As the year progresses, the headline figure of inflation (as measured by the Consumer Prices Index) is expected to swell in the third quarter of 2025.
Since the start of the year, the Bank of England has expected inflation to increase as the year progressed, and so far they have been broadly correct.
The central bank expects inflation to peak this year in September, forecasting CPI to climb to around 3.7%, according to the minutes of the Monetary Policy Committee’s (MPC) June meeting.
Outside of the rise in September, the MPC expects CPI to remain just under 3.5% for the rest of 2025.
The central bank’s inflation expectation is slightly higher than the average expectation among forecasters surveyed by the Treasury, who expect inflation in the fourth quarter of 2025 to be 3.2%.
When will inflation go down?
Amid dreary inflation forecasts, there is, thankfully, a light at the end of the tunnel.
Though the central bank said in June that inflation “is expected to remain broadly at current rates throughout the remainder of the year,” they do expect it to get closer to the 2% target in the first months of 2026.
The average expected inflation reading for 2026 among forecasters surveyed by the Treasury is also 2.3%, much closer to the 2% target than today.
What’s more, the Office for Budget Responsibility (OBR), the UK’s official fiscal watchdog, estimated in May that inflation will be 3.1% in Q4 2025, before tumbling down to 2.6% in Q1 2026, and 2% in Q2.
These forecasts all point to a fall in inflation over the remainder of 2025 which continues into the start of 2026 – a return to the 2% is still some time off, but seems on the horizon.
If inflation is set to rise, why is the Bank of England lowering interest rates?
Inflation rising above the 2% target is always a cause for concern for economists, policymakers, and consumers.
Policymakers at the Bank of England are particularly concerned about inflation figures as it is the one of the jobs of monetary policy to guide and control inflation so prices do not spiral out of control.
This is largely done through influencing interest rates which are typically raised to fight inflation.
However, despite inflation being forecast to remain high this year, the Bank of England has been gradually cutting rates since the summer of 2024.

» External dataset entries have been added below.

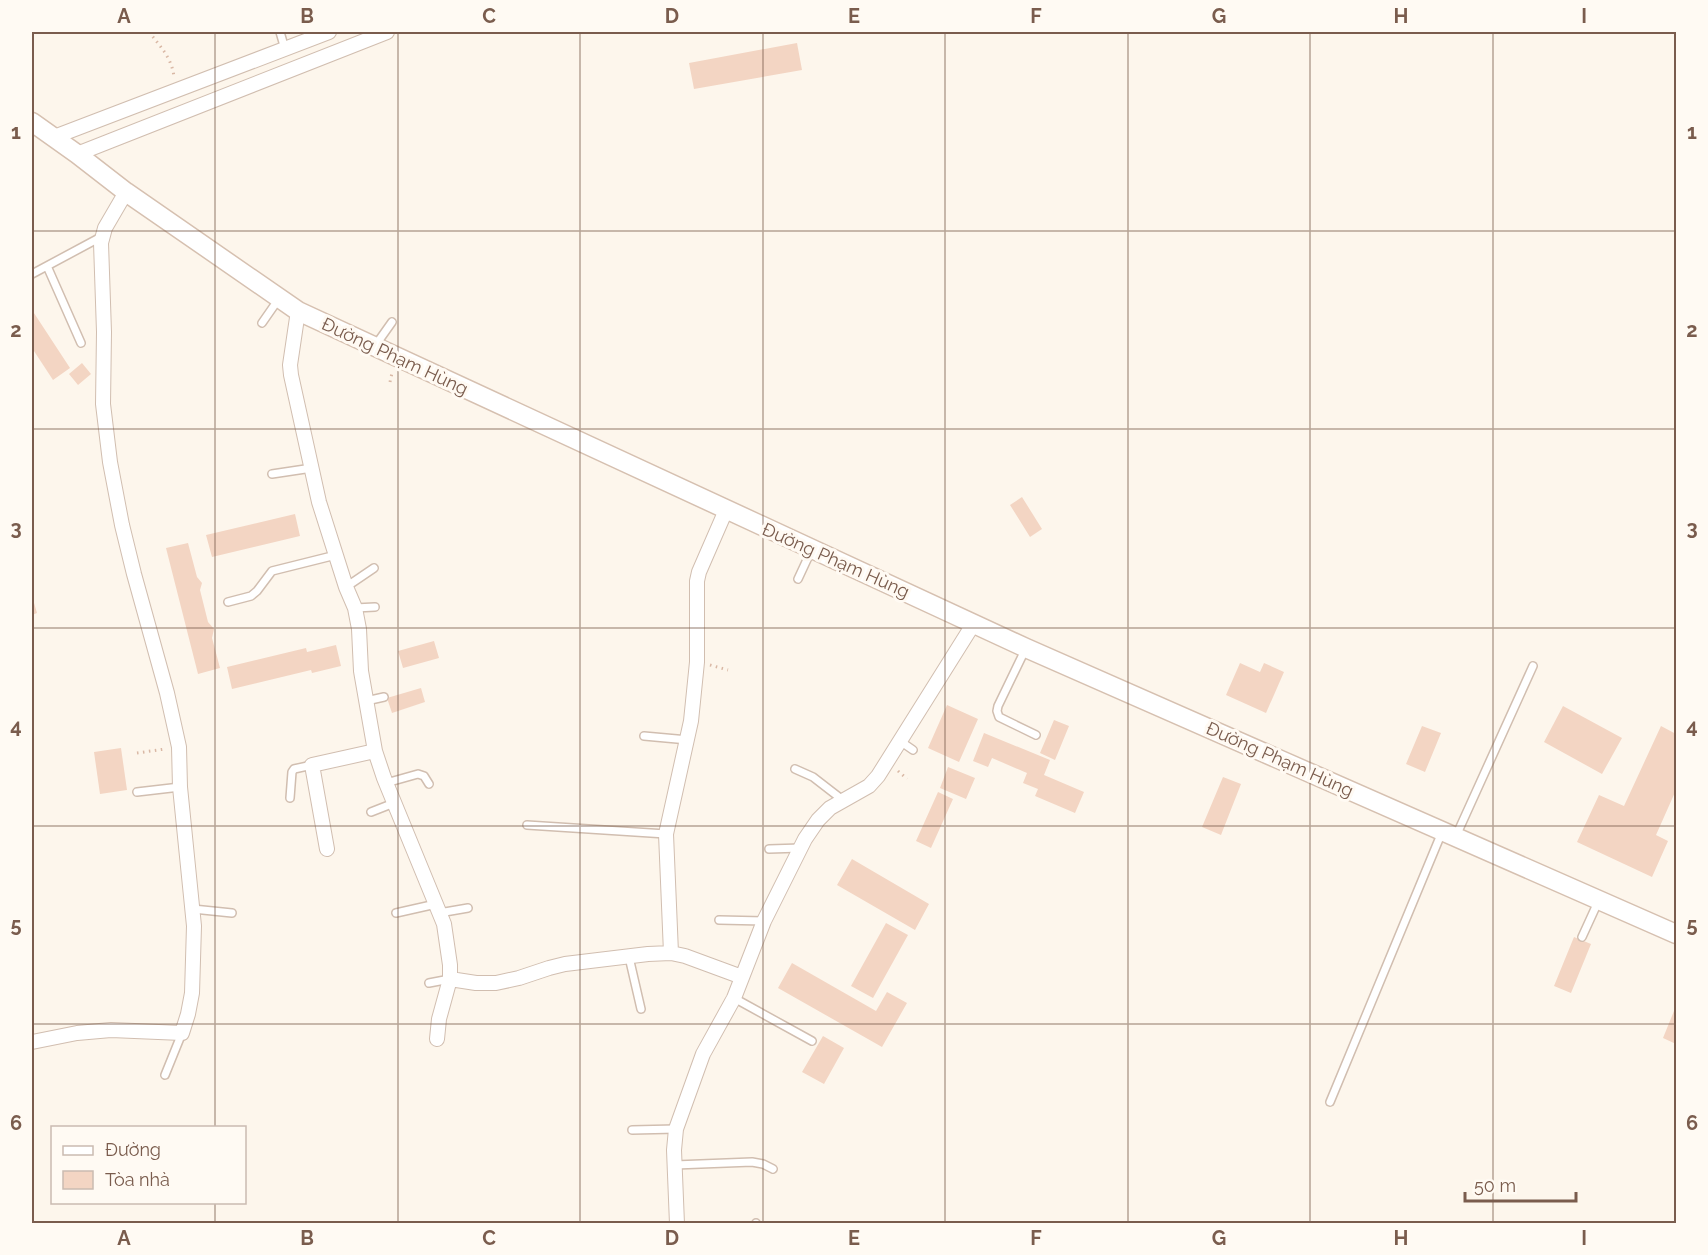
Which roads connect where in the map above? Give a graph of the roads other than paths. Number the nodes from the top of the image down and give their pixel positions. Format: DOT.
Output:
graph roads {
  1 [pos="280,32"];
  2 [pos="329,32"];
  3 [pos="387,32"];
  4 [pos="285,49"];
  5 [pos="257,60"];
  6 [pos="266,80"];
  7 [pos="180,89"];
  8 [pos="194,108"];
  9 [pos="32,122"];
  10 [pos="54,137"];
  11 [pos="78,154"];
  12 [pos="126,192"];
  13 [pos="103,236"];
  14 [pos="47,266"];
  15 [pos="32,274"];
  16 [pos="280,298"];
  17 [pos="298,311"];
  18 [pos="392,322"];
  19 [pos="262,323"];
  20 [pos="81,343"];
  21 [pos="375,346"];
  22 [pos="312,468"];
  23 [pos="272,474"];
  24 [pos="726,510"];
  25 [pos="812,549"];
  26 [pos="336,555"];
  27 [pos="374,568"];
  28 [pos="798,579"];
  29 [pos="346,587"];
  30 [pos="228,602"];
  31 [pos="375,607"];
  32 [pos="355,608"];
  33 [pos="974,623"];
  34 [pos="1026,648"];
  35 [pos="1533,666"];
  36 [pos="384,697"];
  37 [pos="366,702"];
  38 [pos="1036,735"];
  39 [pos="644,736"];
  40 [pos="688,740"];
  41 [pos="900,741"];
  42 [pos="914,750"];
  43 [pos="375,751"];
  44 [pos="312,765"];
  45 [pos="795,769"];
  46 [pos="386,783"];
  47 [pos="429,784"];
  48 [pos="180,787"];
  49 [pos="136,792"];
  50 [pos="290,798"];
  51 [pos="844,801"];
  52 [pos="394,803"];
  53 [pos="371,812"];
  54 [pos="527,825"];
  55 [pos="1450,833"];
  56 [pos="666,834"];
  57 [pos="801,848"];
  58 [pos="327,849"];
  59 [pos="769,849"];
  60 [pos="1599,900"];
  61 [pos="437,908"];
  62 [pos="468,908"];
  63 [pos="193,909"];
  64 [pos="232,913"];
  65 [pos="396,913"];
  66 [pos="719,920"];
  67 [pos="764,921"];
  68 [pos="1677,934"];
  69 [pos="1581,937"];
  70 [pos="671,953"];
  71 [pos="629,957"];
  72 [pos="742,977"];
  73 [pos="450,979"];
  74 [pos="429,983"];
  75 [pos="734,998"];
  76 [pos="641,1009"];
  77 [pos="182,1033"];
  78 [pos="437,1039"];
  79 [pos="812,1041"];
  80 [pos="32,1042"];
  81 [pos="165,1075"];
  82 [pos="1330,1102"];
  83 [pos="676,1129"];
  84 [pos="632,1130"];
  85 [pos="675,1165"];
  86 [pos="773,1169"];
  87 [pos="677,1224"];
  1 -- 4 [label="lane"];
  2 -- 4 [label="street"];
  3 -- 6 [label="street"];
  4 -- 5 [label="street"];
  5 -- 6 [label="street"];
  5 -- 7 [label="street"];
  6 -- 8 [label="street"];
  7 -- 8 [label="street"];
  7 -- 10 [label="street"];
  8 -- 11 [label="street"];
  9 -- 10 [label="main road, Đường Phạm Hùng"];
  10 -- 11 [label="main road, Đường Phạm Hùng"];
  11 -- 12 [label="main road, Đường Phạm Hùng"];
  12 -- 13 [label="street"];
  12 -- 16 [label="main road, Đường Phạm Hùng"];
  13 -- 14 [label="lane"];
  13 -- 48 [label="street"];
  14 -- 15 [label="lane"];
  14 -- 20 [label="lane"];
  16 -- 17 [label="main road, Đường Phạm Hùng"];
  16 -- 19 [label="lane"];
  17 -- 21 [label="main road, Đường Phạm Hùng"];
  17 -- 22 [label="street"];
  18 -- 21 [label="lane"];
  21 -- 24 [label="main road, Đường Phạm Hùng"];
  22 -- 23 [label="lane"];
  22 -- 26 [label="street"];
  24 -- 25 [label="main road, Đường Phạm Hùng"];
  24 -- 40 [label="street"];
  25 -- 28 [label="lane"];
  25 -- 33 [label="main road, Đường Phạm Hùng"];
  26 -- 29 [label="street"];
  26 -- 30 [label="lane"];
  27 -- 29 [label="lane"];
  29 -- 32 [label="street"];
  31 -- 32 [label="lane"];
  32 -- 37 [label="street"];
  33 -- 34 [label="main road, Đường Phạm Hùng"];
  33 -- 41 [label="street"];
  34 -- 38 [label="lane"];
  34 -- 55 [label="main road, Đường Phạm Hùng"];
  35 -- 55 [label="lane"];
  36 -- 37 [label="lane"];
  37 -- 43 [label="street"];
  39 -- 40 [label="lane"];
  40 -- 56 [label="street"];
  41 -- 42 [label="lane"];
  41 -- 51 [label="street"];
  43 -- 44 [label="street"];
  43 -- 46 [label="street"];
  44 -- 50 [label="lane"];
  44 -- 58 [label="street"];
  45 -- 51 [label="lane"];
  46 -- 47 [label="lane"];
  46 -- 52 [label="street"];
  48 -- 49 [label="lane"];
  48 -- 63 [label="street"];
  51 -- 57 [label="street"];
  52 -- 53 [label="lane"];
  52 -- 61 [label="street"];
  54 -- 56 [label="lane"];
  55 -- 60 [label="main road, Đường Phạm Hùng"];
  55 -- 82 [label="lane"];
  56 -- 70 [label="street"];
  57 -- 59 [label="lane"];
  57 -- 67 [label="street"];
  60 -- 68 [label="main road, Đường Phạm Hùng"];
  60 -- 69 [label="lane"];
  61 -- 62 [label="lane"];
  61 -- 65 [label="lane"];
  61 -- 73 [label="street"];
  63 -- 64 [label="lane"];
  63 -- 77 [label="street"];
  66 -- 67 [label="lane"];
  67 -- 72 [label="street"];
  70 -- 71 [label="street"];
  70 -- 72 [label="street"];
  71 -- 73 [label="street"];
  71 -- 76 [label="lane"];
  72 -- 75 [label="street"];
  73 -- 74 [label="lane"];
  73 -- 78 [label="street"];
  75 -- 79 [label="lane"];
  75 -- 83 [label="street"];
  77 -- 80 [label="street"];
  77 -- 81 [label="lane"];
  83 -- 84 [label="lane"];
  83 -- 85 [label="street"];
  85 -- 86 [label="lane"];
  85 -- 87 [label="street"];
}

The Bank of England says their approach is “gradual and careful”, emphasising that the MPC is alive to concerns about the inflationary effects of rate cuts.
However, while rate cuts were easier to justify in the first half of 2025 thanks to lower inflation figures, it is increasingly hard to justify them as inflation rises.
Rob Morgan, chief investment analyst at Charles Stanley, says increases to the minimum wage and payroll taxes will “likely to keep inflation significantly over 3% for the rest of the year, making it difficult for the BoE to cut interest rates aggressively.”
Despite this, anaemic domestic economic growth and a slowing jobs market means the central bank is still under pressure to keep cutting rates amid a high inflationary outlook.
A cut is therefore still expected when the MPC meets on 7 August.
Sanjay Raja, chief UK economist at Deutsche Bank, says “there's enough of a slowdown in GDP and the labour market to warrant a 'gradual and careful' easing of monetary policy”.
He added: “But the onus now rests on the labour market to shape how far and how fast the MPC can cut this year and next.”
Beyond an expected cut in August, forecasters are divided over whether interest rates will be lowered again in subsequent MPC meetings.
Global bank ING is in line with traders who expect two more interest rate cuts this year in August and November, while Deutsche Bank expects three this year.
Contrary to most forecasters, macroeconomic research provider Pantheon Macroeconomics expects just one more interest rate cut this year, happening in August.
Robert Wood, chief UK economist at Pantheon, said “we expect headline inflation to run above 3% until next April, and above target throughout 2027 too. The MPC no longer has the luxury of simply looking through inflation.”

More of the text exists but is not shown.